Dun & Bradstreet New Zealand General Manager, John Scott on how to avoid slow paying customers.

How does bad debt, no matter how small, affect a small business?

Bad debt can be a particularly painful experience for small businesses, as they typically have fewer liquid assets and tighter cash flow than their larger counterparts. One of the most important steps you can take to prevent late and non-payment from happening in the first place is to conduct a credit check on a potential customer before extending them credit, as this can give you an idea of their ability to pay on time. You should also consider credit checking existing customers, as 80 per cent of bad debt comes from companies that you have been working with for more than a year.
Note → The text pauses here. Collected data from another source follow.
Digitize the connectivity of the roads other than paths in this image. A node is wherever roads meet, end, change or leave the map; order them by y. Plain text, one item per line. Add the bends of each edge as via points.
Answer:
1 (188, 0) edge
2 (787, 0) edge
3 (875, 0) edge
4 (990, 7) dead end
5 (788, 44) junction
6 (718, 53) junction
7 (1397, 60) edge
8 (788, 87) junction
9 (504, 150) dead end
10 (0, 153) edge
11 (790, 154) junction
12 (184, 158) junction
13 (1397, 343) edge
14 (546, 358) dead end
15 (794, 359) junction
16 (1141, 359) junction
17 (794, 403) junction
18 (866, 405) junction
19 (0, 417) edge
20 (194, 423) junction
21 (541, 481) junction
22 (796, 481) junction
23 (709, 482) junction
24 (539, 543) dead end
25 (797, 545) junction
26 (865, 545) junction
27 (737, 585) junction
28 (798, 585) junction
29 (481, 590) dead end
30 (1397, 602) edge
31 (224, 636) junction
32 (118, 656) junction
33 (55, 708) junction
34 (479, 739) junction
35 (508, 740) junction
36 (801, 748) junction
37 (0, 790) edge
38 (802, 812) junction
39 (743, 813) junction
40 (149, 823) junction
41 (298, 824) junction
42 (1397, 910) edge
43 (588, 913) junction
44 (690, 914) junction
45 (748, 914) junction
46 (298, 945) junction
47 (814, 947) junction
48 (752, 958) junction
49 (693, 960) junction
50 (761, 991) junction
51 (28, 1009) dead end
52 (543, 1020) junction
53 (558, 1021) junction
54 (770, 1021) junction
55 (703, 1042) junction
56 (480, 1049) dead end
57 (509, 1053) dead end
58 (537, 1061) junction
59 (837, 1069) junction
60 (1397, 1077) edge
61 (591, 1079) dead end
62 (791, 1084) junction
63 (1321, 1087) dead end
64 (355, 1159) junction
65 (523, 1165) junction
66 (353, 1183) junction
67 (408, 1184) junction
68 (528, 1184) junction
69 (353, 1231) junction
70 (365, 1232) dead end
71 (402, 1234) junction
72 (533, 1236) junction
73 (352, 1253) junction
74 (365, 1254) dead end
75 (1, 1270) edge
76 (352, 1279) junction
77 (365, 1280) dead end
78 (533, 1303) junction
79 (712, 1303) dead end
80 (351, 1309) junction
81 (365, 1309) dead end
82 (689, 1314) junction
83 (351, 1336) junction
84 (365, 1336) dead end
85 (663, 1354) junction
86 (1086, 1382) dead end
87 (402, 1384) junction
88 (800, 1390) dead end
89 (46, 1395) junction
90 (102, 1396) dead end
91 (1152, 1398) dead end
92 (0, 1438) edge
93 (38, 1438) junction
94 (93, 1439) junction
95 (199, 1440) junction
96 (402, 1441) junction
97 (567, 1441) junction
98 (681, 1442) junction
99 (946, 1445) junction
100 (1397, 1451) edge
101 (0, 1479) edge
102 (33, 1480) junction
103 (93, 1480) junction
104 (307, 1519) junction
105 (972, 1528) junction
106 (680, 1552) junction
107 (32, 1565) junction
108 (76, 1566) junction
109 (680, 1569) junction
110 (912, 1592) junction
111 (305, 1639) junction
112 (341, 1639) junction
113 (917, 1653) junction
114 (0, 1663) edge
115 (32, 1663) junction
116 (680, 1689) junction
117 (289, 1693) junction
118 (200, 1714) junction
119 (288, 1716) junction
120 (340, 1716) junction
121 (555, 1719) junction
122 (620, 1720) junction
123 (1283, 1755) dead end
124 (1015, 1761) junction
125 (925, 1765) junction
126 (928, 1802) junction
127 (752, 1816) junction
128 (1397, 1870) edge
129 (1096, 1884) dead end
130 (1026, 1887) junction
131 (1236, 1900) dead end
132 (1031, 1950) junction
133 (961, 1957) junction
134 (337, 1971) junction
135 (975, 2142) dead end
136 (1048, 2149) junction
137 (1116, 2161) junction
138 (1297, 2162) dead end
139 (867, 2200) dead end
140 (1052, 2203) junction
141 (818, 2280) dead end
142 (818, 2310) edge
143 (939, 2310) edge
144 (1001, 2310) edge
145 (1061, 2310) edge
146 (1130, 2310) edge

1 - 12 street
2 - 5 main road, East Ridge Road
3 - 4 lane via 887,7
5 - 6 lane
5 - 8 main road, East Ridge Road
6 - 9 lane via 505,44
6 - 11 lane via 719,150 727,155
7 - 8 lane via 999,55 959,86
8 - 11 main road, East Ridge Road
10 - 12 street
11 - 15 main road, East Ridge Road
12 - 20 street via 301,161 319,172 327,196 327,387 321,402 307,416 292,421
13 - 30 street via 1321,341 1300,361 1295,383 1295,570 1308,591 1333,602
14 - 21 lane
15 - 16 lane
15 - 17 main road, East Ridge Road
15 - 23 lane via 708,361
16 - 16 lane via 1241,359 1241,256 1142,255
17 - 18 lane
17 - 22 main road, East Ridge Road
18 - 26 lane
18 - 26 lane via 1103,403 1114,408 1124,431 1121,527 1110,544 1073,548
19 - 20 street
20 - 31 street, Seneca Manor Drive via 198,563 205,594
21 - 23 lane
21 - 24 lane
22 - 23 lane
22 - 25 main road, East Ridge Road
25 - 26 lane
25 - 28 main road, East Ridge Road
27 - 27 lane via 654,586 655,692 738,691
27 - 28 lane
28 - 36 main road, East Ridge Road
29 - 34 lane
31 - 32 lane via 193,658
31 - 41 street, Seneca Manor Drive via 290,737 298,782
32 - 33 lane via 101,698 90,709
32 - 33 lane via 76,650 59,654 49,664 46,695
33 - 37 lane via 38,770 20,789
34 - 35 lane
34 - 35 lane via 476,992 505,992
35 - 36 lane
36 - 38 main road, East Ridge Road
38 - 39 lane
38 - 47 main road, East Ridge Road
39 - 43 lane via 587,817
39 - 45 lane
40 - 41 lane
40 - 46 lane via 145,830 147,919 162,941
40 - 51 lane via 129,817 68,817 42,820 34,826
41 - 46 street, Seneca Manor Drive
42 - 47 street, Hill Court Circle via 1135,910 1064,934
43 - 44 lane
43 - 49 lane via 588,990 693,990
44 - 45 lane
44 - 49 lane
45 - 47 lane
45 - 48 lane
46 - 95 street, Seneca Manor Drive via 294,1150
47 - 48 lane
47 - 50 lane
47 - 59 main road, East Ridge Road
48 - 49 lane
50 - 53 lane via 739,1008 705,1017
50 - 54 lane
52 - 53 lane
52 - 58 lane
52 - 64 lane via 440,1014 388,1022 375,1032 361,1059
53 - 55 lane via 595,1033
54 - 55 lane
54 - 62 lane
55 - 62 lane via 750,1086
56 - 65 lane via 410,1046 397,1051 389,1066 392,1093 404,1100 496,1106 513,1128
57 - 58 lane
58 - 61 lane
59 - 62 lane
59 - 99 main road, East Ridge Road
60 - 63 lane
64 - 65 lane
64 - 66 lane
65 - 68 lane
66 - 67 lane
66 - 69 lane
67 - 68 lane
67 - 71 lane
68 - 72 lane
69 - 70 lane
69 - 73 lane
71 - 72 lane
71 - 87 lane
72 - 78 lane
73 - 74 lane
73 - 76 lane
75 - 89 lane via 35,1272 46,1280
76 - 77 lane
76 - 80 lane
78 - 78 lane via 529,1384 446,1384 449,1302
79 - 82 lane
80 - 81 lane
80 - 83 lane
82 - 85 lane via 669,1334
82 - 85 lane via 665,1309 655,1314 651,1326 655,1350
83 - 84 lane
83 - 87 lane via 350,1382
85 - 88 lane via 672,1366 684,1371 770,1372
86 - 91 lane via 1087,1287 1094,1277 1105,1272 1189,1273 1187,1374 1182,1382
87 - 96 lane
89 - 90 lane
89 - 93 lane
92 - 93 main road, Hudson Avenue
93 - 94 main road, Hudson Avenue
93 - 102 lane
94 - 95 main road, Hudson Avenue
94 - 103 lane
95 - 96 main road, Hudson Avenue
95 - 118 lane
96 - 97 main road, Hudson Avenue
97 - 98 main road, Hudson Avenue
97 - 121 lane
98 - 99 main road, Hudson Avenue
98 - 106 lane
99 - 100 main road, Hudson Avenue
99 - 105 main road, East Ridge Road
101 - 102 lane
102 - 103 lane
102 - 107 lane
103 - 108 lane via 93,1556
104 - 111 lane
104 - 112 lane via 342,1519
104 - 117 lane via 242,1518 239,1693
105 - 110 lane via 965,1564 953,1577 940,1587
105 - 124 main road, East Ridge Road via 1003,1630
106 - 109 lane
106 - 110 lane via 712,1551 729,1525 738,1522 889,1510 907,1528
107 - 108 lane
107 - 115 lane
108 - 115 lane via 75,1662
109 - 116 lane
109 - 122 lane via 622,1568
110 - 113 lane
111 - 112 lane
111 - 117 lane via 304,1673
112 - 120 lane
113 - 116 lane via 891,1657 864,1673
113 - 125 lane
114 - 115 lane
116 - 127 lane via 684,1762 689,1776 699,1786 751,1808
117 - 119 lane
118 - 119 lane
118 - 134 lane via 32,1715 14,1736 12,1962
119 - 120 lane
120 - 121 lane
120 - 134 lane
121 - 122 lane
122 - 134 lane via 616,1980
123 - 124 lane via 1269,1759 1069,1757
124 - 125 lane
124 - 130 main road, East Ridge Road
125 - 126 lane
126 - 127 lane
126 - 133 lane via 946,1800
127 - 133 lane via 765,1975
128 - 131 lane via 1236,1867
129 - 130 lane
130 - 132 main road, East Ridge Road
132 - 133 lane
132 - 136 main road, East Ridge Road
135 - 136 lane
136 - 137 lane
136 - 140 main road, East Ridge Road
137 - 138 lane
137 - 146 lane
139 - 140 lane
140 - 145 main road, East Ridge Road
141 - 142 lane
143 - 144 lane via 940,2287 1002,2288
With so many small businesses providing goods and services on credit, it has become all the more imperative to determine the level of risk associated with their customers. Some customers that appear to be creditworthy may in fact have defaulted on their payments or are already mired in debt.

Doing a thorough credit check through a credit reporting agency such as Dun & Bradstreet can reveal information such as bankruptcy, court judgements, defaults and past credit enquiries, all of which can help you make an informed business decision.

Because NZ business is all about relationships, it makes it even harder to try and pressure customers for payment. What do you advise?

Chasing up late payments is often an unpopular task with many business owners for a range of reasons, from a lack of experience through to a fear of damaging important client relationships - but it is still a necessary part of the accounts receivable process. To reduce the risk of damaging your business relationships, there are two main things to consider: the number of days the invoice is overdue by and the reason for non-payment. These two factors will determine your approach to collecting an overdue debt.

For example, if an invoice is five days to a week late, assume at this point that it has been somehow overlooked. The appropriate action here would be to send them a gentle reminder but if there is still no response and the bill continues to age, consider picking up the phone and engage them in a polite but firm conversation.

If the debtor is unable to pay due to financial stress, a payment plan can be arranged but ensure that you thoroughly research their financial position yourself to determine if this is true. If an invoice is 60 days overdue, you may want to consider referring the account to a debt collection agency.

How long do NZ companies generally take to pay their invoices?

According to trade payment data, the length of time businesses take to pay their bills, in the June quarter 2012, firms with less than 20 employees took 41.1 days to pay their bills.

Trade information is one of the best indicators of cash flow and business health, as it reveals how a firm is meeting its existing financial obligations and can provide insight into future payment patterns. Reported monthly, trade data is generally regarded as the most predictive factor in assessing a firm's credit risk and risk of failure. In particular, trade data is the most predictive element in small business credit scores. More often than not, it is the only commercial credit information available in the absence of a banking relationship.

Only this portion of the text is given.